Die Kinder sprechen ganz direkt darüber (»Cog hat mich lieb«; »Kismet ist wie meine Schwester; sie hat mich lieb«; »Cog ist mein Kumpel; er möchte Sachen mit mir machen, er will alles mit mir machen. Wie ein bester Freund.«) Selbst die ältesten Kinder sind sichtlich bewegt, wenn Kismet ihre »Namen« gelernt hat, etwas, wozu der Roboter fähig ist, was ihm aber nur selten auf Anhieb gelingt. Die Kinder sind wenig begeistert, wenn Kismet den Namen eines anderen Kindes nennt, was sie oft als Beleg für sein Desinteresse werten.

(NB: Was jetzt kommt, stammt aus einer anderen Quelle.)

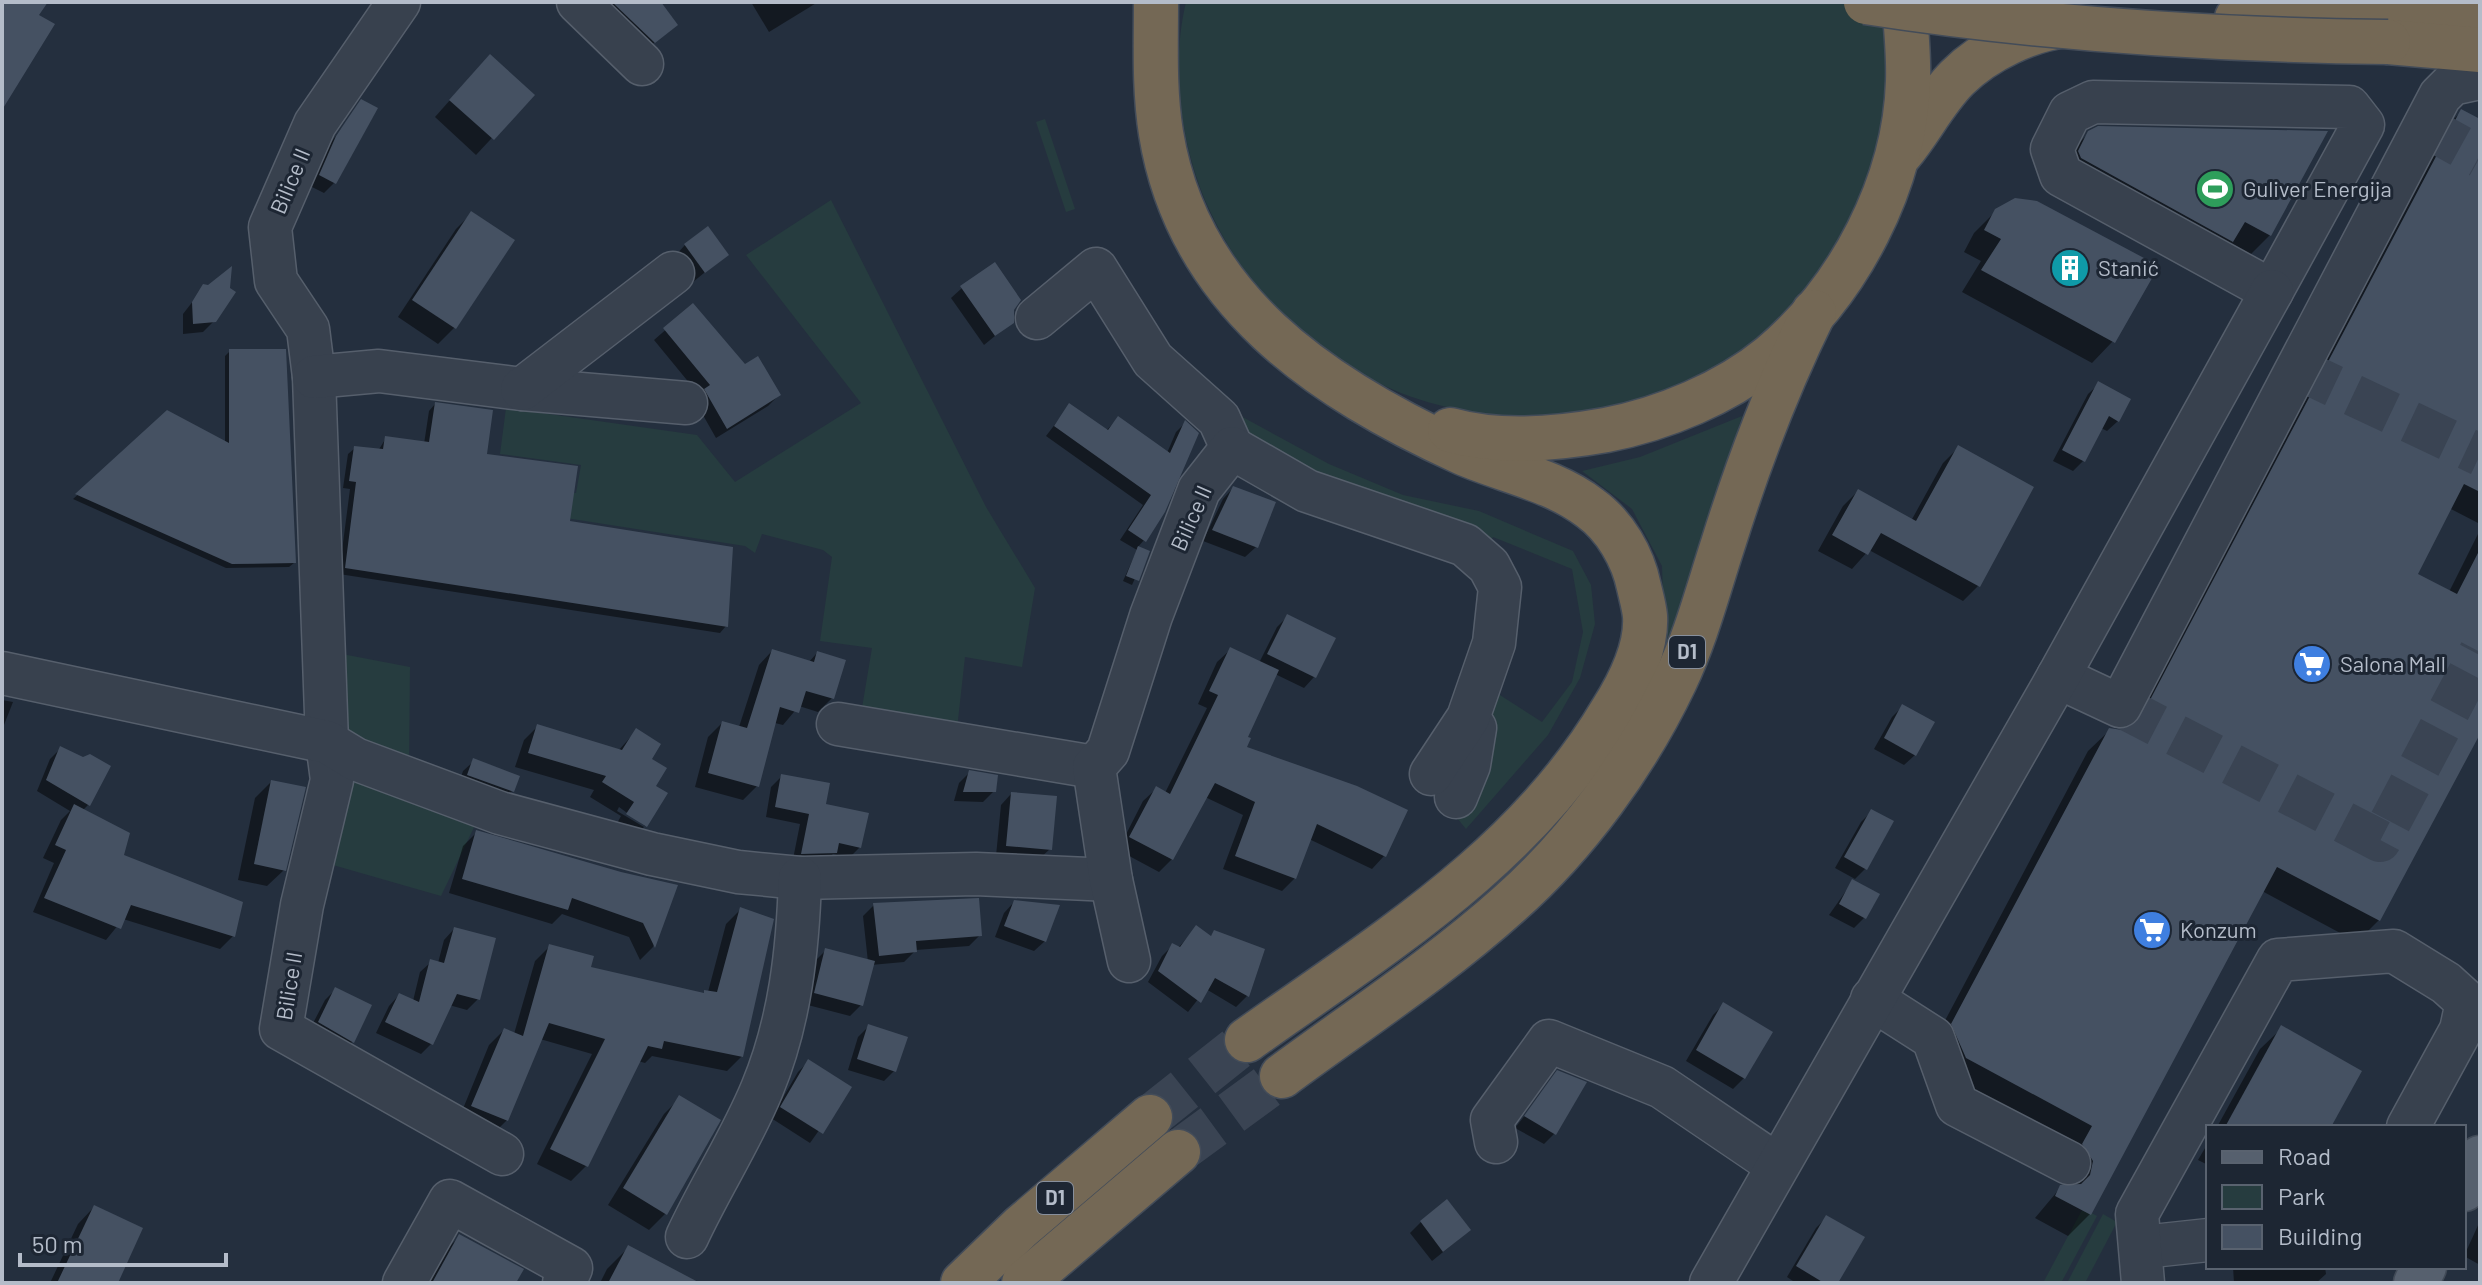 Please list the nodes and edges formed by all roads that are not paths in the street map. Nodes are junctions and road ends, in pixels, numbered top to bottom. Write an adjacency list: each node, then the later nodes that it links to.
1 (399, 2): 19 (street, Bilice II)
2 (578, 2): 8 (street)
3 (1866, 2): 7 (highway, bridge)
4 (1904, 2): 10 (highway, D1)
5 (2480, 9): 10 (highway)
6 (1157, 12): 22 (highway, D1)
7 (2480, 50)
8 (642, 64)
9 (2480, 78): 13 (street)
10 (1895, 162): 15 (highway, D1)
11 (2294, 251): 13 (street); 14 (street); 14 (street)
12 (673, 273): 20 (street)
13 (2344, 277): 18 (street)
14 (2272, 291): 17 (street)
15 (1814, 312): 22 (highway); 35 (highway, D1)
16 (1037, 318): 23 (street)
17 (2245, 340): 18 (street); 25 (street)
18 (2296, 368): 25 (street)
19 (314, 377): 20 (street); 27 (street, Bilice II)
20 (522, 389): 21 (street)
21 (686, 403)
22 (1383, 410): 34 (highway, D1)
23 (1232, 448): 28 (street, Bilice II); 29 (street)
24 (2, 673): 27 (street)
25 (2058, 677): 33 (street)
26 (838, 724): 28 (street)
27 (327, 742): 30 (street); 40 (street, Bilice II)
28 (1094, 767): 31 (street)
29 (1443, 786)
30 (800, 878): 31 (street); 45 (street)
31 (1111, 880): 32 (street)
32 (1129, 961)
33 (1872, 999): 42 (street); 43 (street)
34 (1247, 1040)
35 (1282, 1076)
36 (1150, 1117): 51 (highway, D1)
37 (2409, 1125): 47 (street)
38 (1496, 1142): 43 (street)
39 (1178, 1152): 48 (highway, D1)
40 (502, 1154)
41 (2480, 1158): 44 (main road)
42 (2069, 1163)
43 (1777, 1165): 53 (street)
44 (2466, 1185)
45 (687, 1237)
46 (2206, 1241): 47 (street)
47 (2143, 1265)
48 (1048, 1267): 52 (highway, D1)
49 (404, 1283): 50 (street)
50 (564, 1283)
51 (963, 1283)
52 (1024, 1283)
53 (1711, 1283) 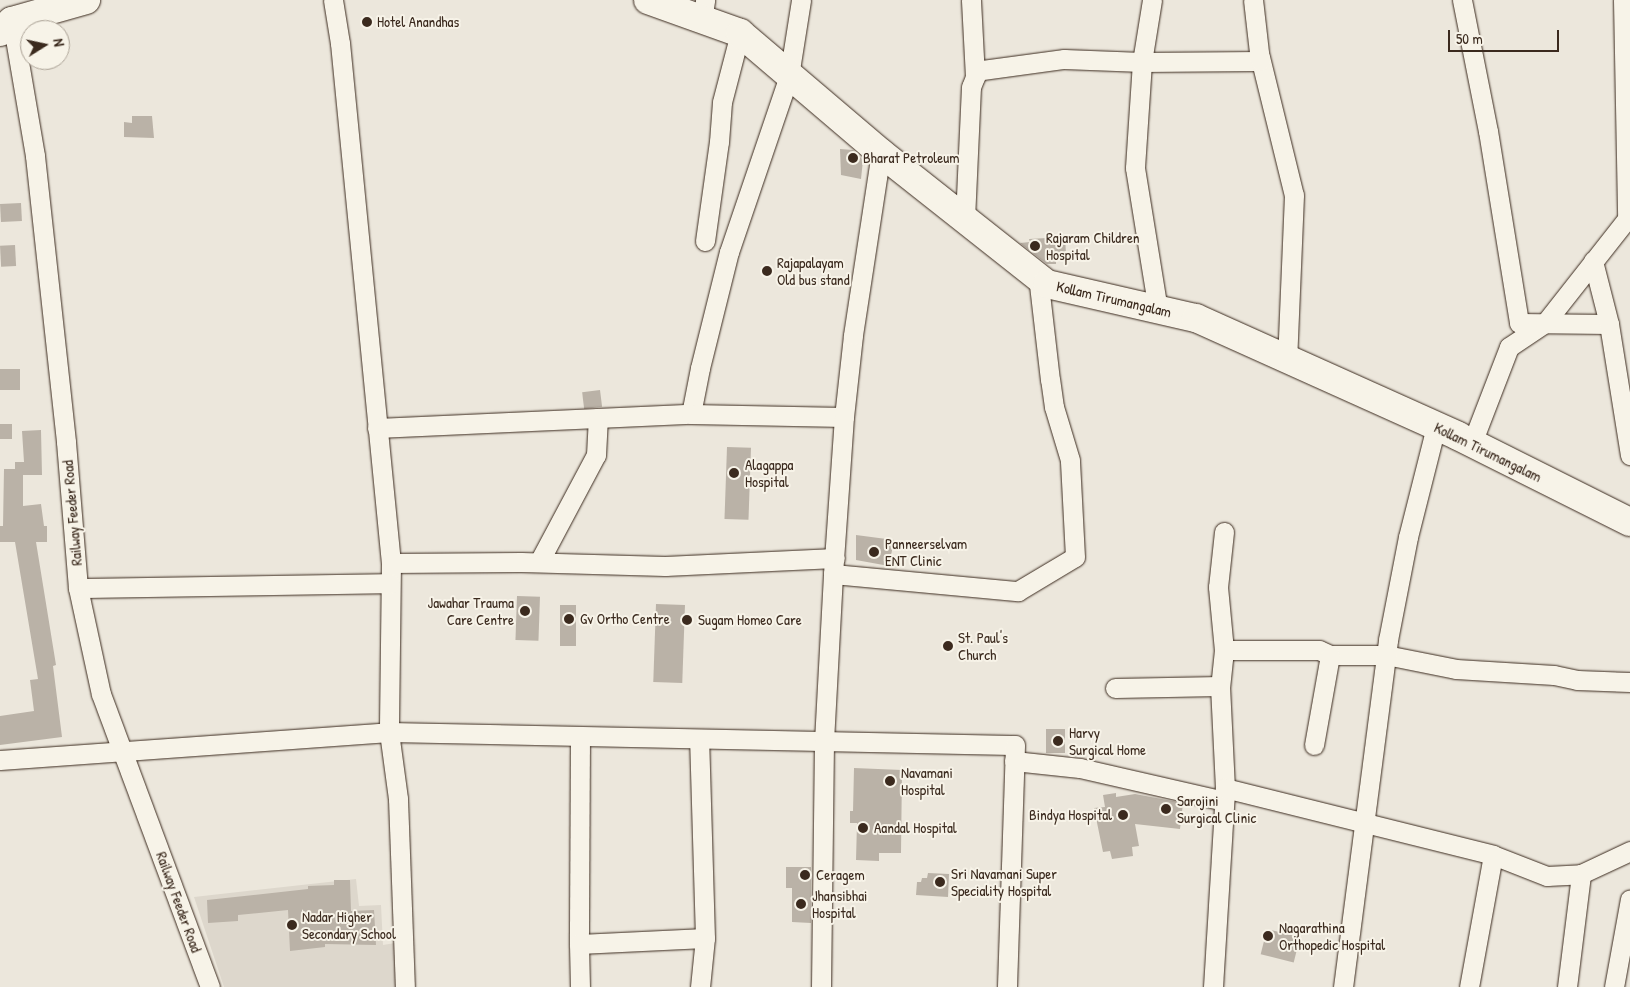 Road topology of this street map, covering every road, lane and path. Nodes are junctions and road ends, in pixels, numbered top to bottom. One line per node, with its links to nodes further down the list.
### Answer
1 (86, 0): 11 (highway)
2 (333, 0): 31 (street)
3 (648, 0): 10 (highway, Kollam Tirumangalam)
4 (801, 0): 16 (street)
5 (971, 0): 15 (street)
6 (1152, 0): 14 (street)
7 (1253, 0): 13 (street)
8 (1462, 0): 24 (street)
9 (1623, 0): 18 (street)
10 (704, 10): 12 (highway, Kollam Tirumangalam)
11 (6, 26): 40 (street, Railway Feeder Road)
12 (740, 33): 16 (highway, Kollam Tirumangalam); 20 (street)
13 (1260, 57): 14 (street); 26 (street)
14 (1142, 62): 15 (street); 23 (street)
15 (974, 71): 19 (street)
16 (789, 76): 17 (highway, Kollam Tirumangalam); 27 (street)
17 (881, 152): 19 (highway, Kollam Tirumangalam); 28 (street)
18 (1628, 217): 21 (street)
19 (965, 219): 22 (highway, Kollam Tirumangalam)
20 (705, 241)
21 (1593, 261): 24 (street); 25 (street)
22 (1038, 277): 23 (highway, Kollam Tirumangalam); 38 (street)
23 (1158, 310): 26 (highway, Kollam Tirumangalam)
24 (1545, 323): 25 (street); 32 (street)
25 (1610, 324): 33 (street)
26 (1287, 359): 30 (highway, Kollam Tirumangalam)
27 (692, 414): 28 (street); 29 (street)
28 (844, 417): 38 (street)
29 (598, 418): 31 (street); 37 (street)
30 (1436, 426): 32 (highway, Kollam Tirumangalam); 42 (street)
31 (377, 428): 36 (street)
32 (1472, 443): 34 (highway, Kollam Tirumangalam)
33 (1630, 456)
34 (1630, 522)
35 (1224, 532): 41 (street)
36 (391, 562): 37 (street); 39 (street)
37 (539, 562): 38 (street)
38 (834, 566): 50 (street)
39 (390, 583): 40 (street); 47 (street)
40 (78, 588): 52 (street, Railway Feeder Road)
41 (1224, 650): 43 (street); 45 (street)
42 (1386, 654): 43 (street); 44 (street); 56 (street)
43 (1330, 655): 51 (street)
44 (1630, 682)
45 (1220, 686): 46 (street); 55 (street)
46 (1115, 688)
47 (389, 732): 48 (street); 52 (street); 64 (street)
48 (580, 737): 49 (street); 62 (street)
49 (699, 739): 50 (street); 61 (street)
50 (824, 740): 54 (street); 67 (street)
51 (1314, 745)
52 (122, 752): 53 (street); 63 (street, Railway Feeder Road)
53 (0, 760)
54 (1014, 761): 55 (street); 68 (street)
55 (1225, 794): 56 (street); 69 (street)
56 (1366, 822): 58 (street); 70 (street)
57 (1630, 851): 59 (street)
58 (1493, 855): 59 (street); 71 (street)
59 (1582, 874): 72 (street)
60 (1630, 899): 73 (street)
61 (705, 938): 62 (street); 66 (street)
62 (579, 944): 65 (street)
63 (210, 987)
64 (405, 987)
65 (580, 987)
66 (700, 987)
67 (822, 987)
68 (1007, 987)
69 (1213, 987)
70 (1343, 987)
71 (1470, 987)
72 (1567, 987)
73 (1614, 987)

    Um die Zuneigung der Roboter zu gewinnen, sind die Kinder willens hart zu arbeiten. Sie tanzen für sie und singen ihnen ihre Lieblingslieder vor, sie versuchen die Roboter mit Stofftieren und improvisierten Spielen zu erheitern. Ein zehnjähriger Junge macht Knete-Häppchen für Kismet und erzählt uns, er werde »für den Roboter sorgen und ihn vor allem Bösen schützen«. Aber weil Cog und Kismet keine Vorlieben oder Abneigungen kennen, ist die Komplizenschaft der Kinder erforderlich, um den Eindruck einer sich entwickelnden gegenseitigen Zuneigung zu erwecken. Das kann schwierig werden. Die fortschrittlicheren Roboter scheinen eine größere Nähe zu versprechen als ihre simpleren »Cousins«. Wenn sie jedoch keine Dankbarkeit zeigen, wirken sie auch entsprechend »reservierter«.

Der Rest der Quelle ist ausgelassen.